>>>

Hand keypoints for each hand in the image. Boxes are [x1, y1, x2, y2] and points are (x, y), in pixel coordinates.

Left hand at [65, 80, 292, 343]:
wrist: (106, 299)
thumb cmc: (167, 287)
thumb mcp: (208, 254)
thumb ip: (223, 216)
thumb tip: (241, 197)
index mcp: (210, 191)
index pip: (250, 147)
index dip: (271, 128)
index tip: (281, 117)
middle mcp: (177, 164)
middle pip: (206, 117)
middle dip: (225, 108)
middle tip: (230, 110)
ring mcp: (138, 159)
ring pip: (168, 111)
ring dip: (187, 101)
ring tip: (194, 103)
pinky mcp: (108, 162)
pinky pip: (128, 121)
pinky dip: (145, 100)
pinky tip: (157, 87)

<<<

- _About this task_
Transcribe the records above exactly, but only from the line that contains "index dip: (271, 128)" through their final line, inclusive.

- _Task output_
index dip: (271, 128)
index tip: (281, 117)
middle mcp: (177, 164)
middle pip: (206, 117)
middle dip: (225, 108)
middle tip: (230, 110)
ring mcp: (138, 159)
ring pip: (168, 111)
ring dip: (187, 101)
ring tip: (194, 103)
pinky mcp: (108, 162)
pinky pip: (128, 121)
pinky dip: (145, 100)
pinky tip: (157, 87)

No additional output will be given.